Items from a dataset
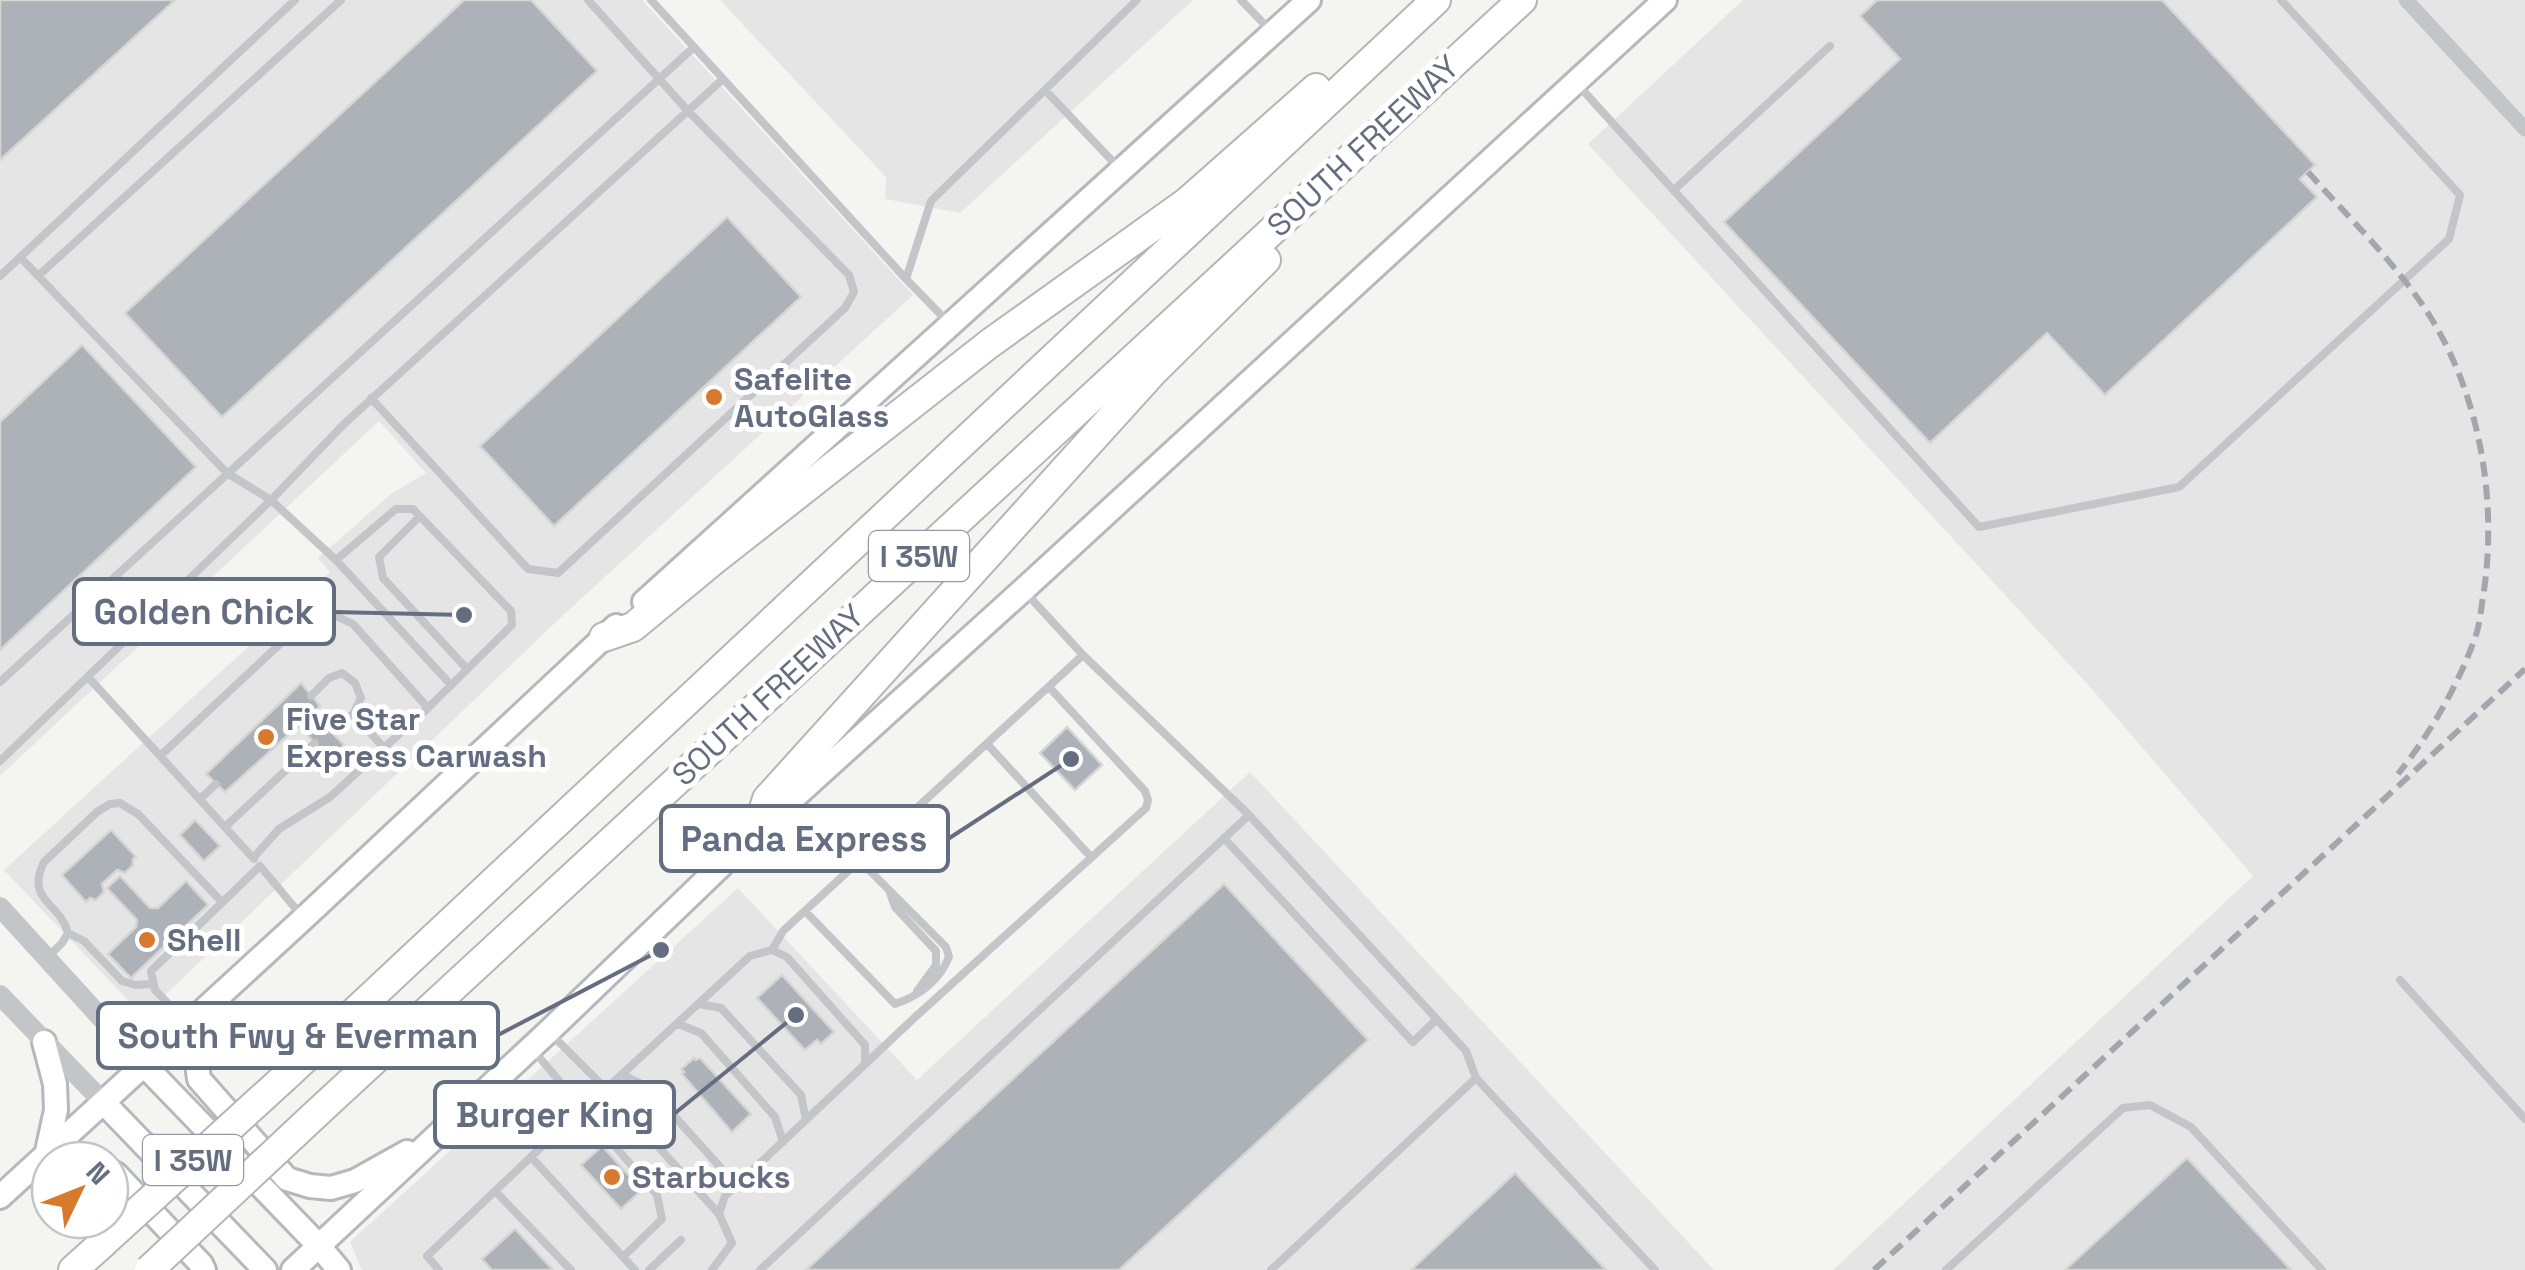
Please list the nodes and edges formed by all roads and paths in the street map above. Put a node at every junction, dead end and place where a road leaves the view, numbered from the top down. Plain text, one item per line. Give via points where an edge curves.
1 (295, 0) edge
2 (341, 0) edge
3 (588, 0) edge
4 (651, 0) edge
5 (1136, 0) edge
6 (1241, 0) edge
7 (1308, 0) edge
8 (1414, 0) edge
9 (1436, 0) edge
10 (1522, 0) edge
11 (1666, 0) edge
12 (2282, 0) edge
13 (2406, 0) edge
14 (1272, 33) junction
15 (1830, 46) dead end
16 (694, 47) junction
17 (659, 79) junction
18 (723, 79) junction
19 (1576, 82) junction
20 (1045, 90) junction
21 (688, 111) junction
22 (2525, 128) edge
23 (1354, 154) junction
24 (1121, 170) junction
25 (1674, 190) junction
26 (20, 257) junction
27 (0, 276) edge
28 (38, 276) junction
29 (906, 278) junction
30 (951, 326) junction
31 (371, 398) junction
32 (228, 473) junction
33 (272, 500) junction
34 (420, 516) junction
35 (336, 560) junction
36 (1023, 590) junction
37 (604, 637) junction
38 (1083, 655) junction
39 (468, 668) junction
40 (89, 678) junction
41 (0, 682) edge
42 (451, 685) junction
43 (1049, 687) junction
44 (311, 696) dead end
45 (428, 708) junction
46 (353, 714) junction
47 (329, 730) dead end
48 (315, 743) dead end
49 (987, 744) junction
50 (384, 748) junction
51 (160, 756) junction
52 (0, 761) edge
53 (216, 784) dead end
54 (200, 799) junction
55 (1249, 815) junction
56 (225, 827) junction
57 (757, 831) junction
58 (1224, 838) junction
59 (253, 858) junction
60 (1092, 858) junction
61 (860, 861) junction
62 (260, 866) junction
63 (221, 901) junction
64 (0, 907) edge
65 (805, 910) junction
66 (304, 918) junction
67 (68, 933) junction
68 (772, 950) junction
69 (46, 958) junction
70 (240, 978) junction
71 (2400, 980) dead end
72 (152, 984) junction
73 (0, 996) edge
74 (699, 1004) junction
75 (895, 1004) junction
76 (1437, 1019) junction
77 (912, 1020) junction
78 (678, 1024) junction
79 (189, 1025) junction
80 (540, 1039) junction
81 (44, 1042) junction
82 (865, 1064) junction
83 (145, 1066) junction
84 (623, 1075) junction
85 (1476, 1078) junction
86 (606, 1089) junction
87 (104, 1103) junction
88 (582, 1108) junction
89 (2525, 1118) edge
90 (806, 1120) junction
91 (436, 1136) junction
92 (52, 1140) edge
93 (71, 1140) edge
94 (783, 1142) junction
95 (531, 1157) junction
96 (30, 1179) edge
97 (130, 1189) edge
98 (495, 1191) junction
99 (730, 1191) junction
100 (0, 1201) edge
101 (719, 1214) junction
102 (681, 1240) dead end
103 (319, 1246) junction
104 (623, 1257) junction
105 (73, 1270) edge
106 (149, 1270) edge
107 (204, 1270) edge
108 (265, 1270) edge
109 (293, 1270) edge
110 (339, 1270) edge
111 (440, 1270) edge
112 (570, 1270) edge
113 (635, 1270) edge
114 (649, 1270) edge
115 (712, 1270) edge
116 (760, 1270) edge
117 (1270, 1270) edge
118 (1656, 1270) edge
119 (1946, 1270) edge
120 (2322, 1270) edge

1 - 26 lane
2 - 28 lane
3 - 17 lane
4 - 16 lane
5 - 20 lane
6 - 14 lane
7 - 14 main road
8 - 37 highway via 1187,202 989,344 634,627
9 - 105 highway, SOUTH FREEWAY / I 35W, bridge
10 - 23 highway, SOUTH FREEWAY / I 35W
11 - 19 main road
12 - 25 lane via 2460,195 2449,239 2179,487 1979,527
13 - 22 street
14 - 24 main road
15 - 25 lane
16 - 17 lane
16 - 18 lane
17 - 21 lane
17 - 32 lane
18 - 21 lane
18 - 29 lane
19 - 25 lane
19 - 36 main road
20 - 24 lane
20 - 29 lane via 931,202
21 - 31 lane
21 - 31 lane via 849,275 854,292 558,574 528,569
23 - 57 highway via 1320,207 1152,373 767,799
23 - 106 highway, SOUTH FREEWAY / I 35W, bridge
24 - 30 main road
26 - 27 lane
26 - 28 lane
28 - 32 lane
29 - 30 lane
30 - 37 main road
31 - 33 lane
32 - 33 lane
32 - 41 lane
33 - 35 lane
33 - 40 lane
34 - 35 lane via 413,508 396,509
34 - 39 lane via 379,556 383,578
34 - 39 lane via 511,612 512,625
35 - 42 lane
36 - 38 lane
36 - 57 main road
37 - 66 main road
38 - 43 lane
38 - 55 lane
39 - 42 lane
40 - 51 lane
40 - 52 lane
42 - 45 lane
43 - 49 lane
43 - 60 lane via 1146,790 1146,808
44 - 46 lane via 342,673 361,698
45 - 50 lane
45 - 51 lane via 352,624 334,615 310,616
46 - 47 lane
46 - 50 lane
48 - 56 lane
49 - 60 lane
49 - 61 lane
50 - 59 lane via 330,797 279,829
51 - 54 lane
53 - 54 lane
54 - 56 lane
55 - 58 lane
55 - 76 lane
56 - 59 lane
57 - 80 main road
58 - 76 lane via 1413,1042
58 - 116 lane
59 - 62 lane
60 - 77 lane
61 - 65 lane
61 - 75 lane via 950,956 944,970
62 - 63 lane
62 - 66 lane
63 - 67 lane via 129,807 110,804 39,872 38,890
63 - 72 lane via 156,964
64 - 69 street
65 - 68 lane
65 - 75 lane
66 - 70 main road
67 - 69 lane
67 - 72 lane via 122,981
68 - 74 lane via 750,956
68 - 82 lane via 787,956 865,1045
69 - 83 street
70 - 79 main road
70 - 91 main road via 206,1029 196,1056 199,1079 287,1178 331,1188
71 - 89 lane
72 - 79 lane
73 - 81 street
74 - 78 lane
74 - 90 lane via 720,1008 774,1066 801,1096
75 - 77 lane
76 - 85 lane via 1466,1052
77 - 82 lane
78 - 84 lane
78 - 94 lane via 701,1033 776,1117
79 - 83 main road
80 - 86 lane
80 - 88 lane
80 - 91 main road
81 - 87 street
81 - 92 main road via 54,1084
82 - 90 lane
83 - 87 main road
83 - 103 main road
84 - 86 lane
84 - 99 lane via 648,1087 721,1168
85 - 117 lane
85 - 118 lane
86 - 101 lane
87 - 93 main road
87 - 108 main road
88 - 95 lane
88 - 104 lane via 657,1195 662,1219
90 - 94 lane
91 - 103 main road
94 - 99 lane
95 - 98 lane
95 - 104 lane
96 - 100 main road
97 - 107 main road
98 - 111 lane via 427,1256
98 - 112 lane
99 - 101 lane
101 - 115 lane via 732,1242
102 - 114 lane
103 - 109 main road
103 - 110 main road
104 - 113 lane
119 - 120 lane via 2123,1108 2150,1106 2191,1127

Prompt ▸ Pictures aside, reproduce all of the data exactly.

Finished exercise ▸
Please list the nodes and edges formed by all roads and paths in the street map above. Put a node at every junction, dead end and place where a road leaves the view, numbered from the top down. Plain text, one item per line. Give via points where an edge curves.
1 (295, 0) edge
2 (341, 0) edge
3 (588, 0) edge
4 (651, 0) edge
5 (1136, 0) edge
6 (1241, 0) edge
7 (1308, 0) edge
8 (1414, 0) edge
9 (1436, 0) edge
10 (1522, 0) edge
11 (1666, 0) edge
12 (2282, 0) edge
13 (2406, 0) edge
14 (1272, 33) junction
15 (1830, 46) dead end
16 (694, 47) junction
17 (659, 79) junction
18 (723, 79) junction
19 (1576, 82) junction
20 (1045, 90) junction
21 (688, 111) junction
22 (2525, 128) edge
23 (1354, 154) junction
24 (1121, 170) junction
25 (1674, 190) junction
26 (20, 257) junction
27 (0, 276) edge
28 (38, 276) junction
29 (906, 278) junction
30 (951, 326) junction
31 (371, 398) junction
32 (228, 473) junction
33 (272, 500) junction
34 (420, 516) junction
35 (336, 560) junction
36 (1023, 590) junction
37 (604, 637) junction
38 (1083, 655) junction
39 (468, 668) junction
40 (89, 678) junction
41 (0, 682) edge
42 (451, 685) junction
43 (1049, 687) junction
44 (311, 696) dead end
45 (428, 708) junction
46 (353, 714) junction
47 (329, 730) dead end
48 (315, 743) dead end
49 (987, 744) junction
50 (384, 748) junction
51 (160, 756) junction
52 (0, 761) edge
53 (216, 784) dead end
54 (200, 799) junction
55 (1249, 815) junction
56 (225, 827) junction
57 (757, 831) junction
58 (1224, 838) junction
59 (253, 858) junction
60 (1092, 858) junction
61 (860, 861) junction
62 (260, 866) junction
63 (221, 901) junction
64 (0, 907) edge
65 (805, 910) junction
66 (304, 918) junction
67 (68, 933) junction
68 (772, 950) junction
69 (46, 958) junction
70 (240, 978) junction
71 (2400, 980) dead end
72 (152, 984) junction
73 (0, 996) edge
74 (699, 1004) junction
75 (895, 1004) junction
76 (1437, 1019) junction
77 (912, 1020) junction
78 (678, 1024) junction
79 (189, 1025) junction
80 (540, 1039) junction
81 (44, 1042) junction
82 (865, 1064) junction
83 (145, 1066) junction
84 (623, 1075) junction
85 (1476, 1078) junction
86 (606, 1089) junction
87 (104, 1103) junction
88 (582, 1108) junction
89 (2525, 1118) edge
90 (806, 1120) junction
91 (436, 1136) junction
92 (52, 1140) edge
93 (71, 1140) edge
94 (783, 1142) junction
95 (531, 1157) junction
96 (30, 1179) edge
97 (130, 1189) edge
98 (495, 1191) junction
99 (730, 1191) junction
100 (0, 1201) edge
101 (719, 1214) junction
102 (681, 1240) dead end
103 (319, 1246) junction
104 (623, 1257) junction
105 (73, 1270) edge
106 (149, 1270) edge
107 (204, 1270) edge
108 (265, 1270) edge
109 (293, 1270) edge
110 (339, 1270) edge
111 (440, 1270) edge
112 (570, 1270) edge
113 (635, 1270) edge
114 (649, 1270) edge
115 (712, 1270) edge
116 (760, 1270) edge
117 (1270, 1270) edge
118 (1656, 1270) edge
119 (1946, 1270) edge
120 (2322, 1270) edge

1 - 26 lane
2 - 28 lane
3 - 17 lane
4 - 16 lane
5 - 20 lane
6 - 14 lane
7 - 14 main road
8 - 37 highway via 1187,202 989,344 634,627
9 - 105 highway, SOUTH FREEWAY / I 35W, bridge
10 - 23 highway, SOUTH FREEWAY / I 35W
11 - 19 main road
12 - 25 lane via 2460,195 2449,239 2179,487 1979,527
13 - 22 street
14 - 24 main road
15 - 25 lane
16 - 17 lane
16 - 18 lane
17 - 21 lane
17 - 32 lane
18 - 21 lane
18 - 29 lane
19 - 25 lane
19 - 36 main road
20 - 24 lane
20 - 29 lane via 931,202
21 - 31 lane
21 - 31 lane via 849,275 854,292 558,574 528,569
23 - 57 highway via 1320,207 1152,373 767,799
23 - 106 highway, SOUTH FREEWAY / I 35W, bridge
24 - 30 main road
26 - 27 lane
26 - 28 lane
28 - 32 lane
29 - 30 lane
30 - 37 main road
31 - 33 lane
32 - 33 lane
32 - 41 lane
33 - 35 lane
33 - 40 lane
34 - 35 lane via 413,508 396,509
34 - 39 lane via 379,556 383,578
34 - 39 lane via 511,612 512,625
35 - 42 lane
36 - 38 lane
36 - 57 main road
37 - 66 main road
38 - 43 lane
38 - 55 lane
39 - 42 lane
40 - 51 lane
40 - 52 lane
42 - 45 lane
43 - 49 lane
43 - 60 lane via 1146,790 1146,808
44 - 46 lane via 342,673 361,698
45 - 50 lane
45 - 51 lane via 352,624 334,615 310,616
46 - 47 lane
46 - 50 lane
48 - 56 lane
49 - 60 lane
49 - 61 lane
50 - 59 lane via 330,797 279,829
51 - 54 lane
53 - 54 lane
54 - 56 lane
55 - 58 lane
55 - 76 lane
56 - 59 lane
57 - 80 main road
58 - 76 lane via 1413,1042
58 - 116 lane
59 - 62 lane
60 - 77 lane
61 - 65 lane
61 - 75 lane via 950,956 944,970
62 - 63 lane
62 - 66 lane
63 - 67 lane via 129,807 110,804 39,872 38,890
63 - 72 lane via 156,964
64 - 69 street
65 - 68 lane
65 - 75 lane
66 - 70 main road
67 - 69 lane
67 - 72 lane via 122,981
68 - 74 lane via 750,956
68 - 82 lane via 787,956 865,1045
69 - 83 street
70 - 79 main road
70 - 91 main road via 206,1029 196,1056 199,1079 287,1178 331,1188
71 - 89 lane
72 - 79 lane
73 - 81 street
74 - 78 lane
74 - 90 lane via 720,1008 774,1066 801,1096
75 - 77 lane
76 - 85 lane via 1466,1052
77 - 82 lane
78 - 84 lane
78 - 94 lane via 701,1033 776,1117
79 - 83 main road
80 - 86 lane
80 - 88 lane
80 - 91 main road
81 - 87 street
81 - 92 main road via 54,1084
82 - 90 lane
83 - 87 main road
83 - 103 main road
84 - 86 lane
84 - 99 lane via 648,1087 721,1168
85 - 117 lane
85 - 118 lane
86 - 101 lane
87 - 93 main road
87 - 108 main road
88 - 95 lane
88 - 104 lane via 657,1195 662,1219
90 - 94 lane
91 - 103 main road
94 - 99 lane
95 - 98 lane
95 - 104 lane
96 - 100 main road
97 - 107 main road
98 - 111 lane via 427,1256
98 - 112 lane
99 - 101 lane
101 - 115 lane via 732,1242
102 - 114 lane
103 - 109 main road
103 - 110 main road
104 - 113 lane
119 - 120 lane via 2123,1108 2150,1106 2191,1127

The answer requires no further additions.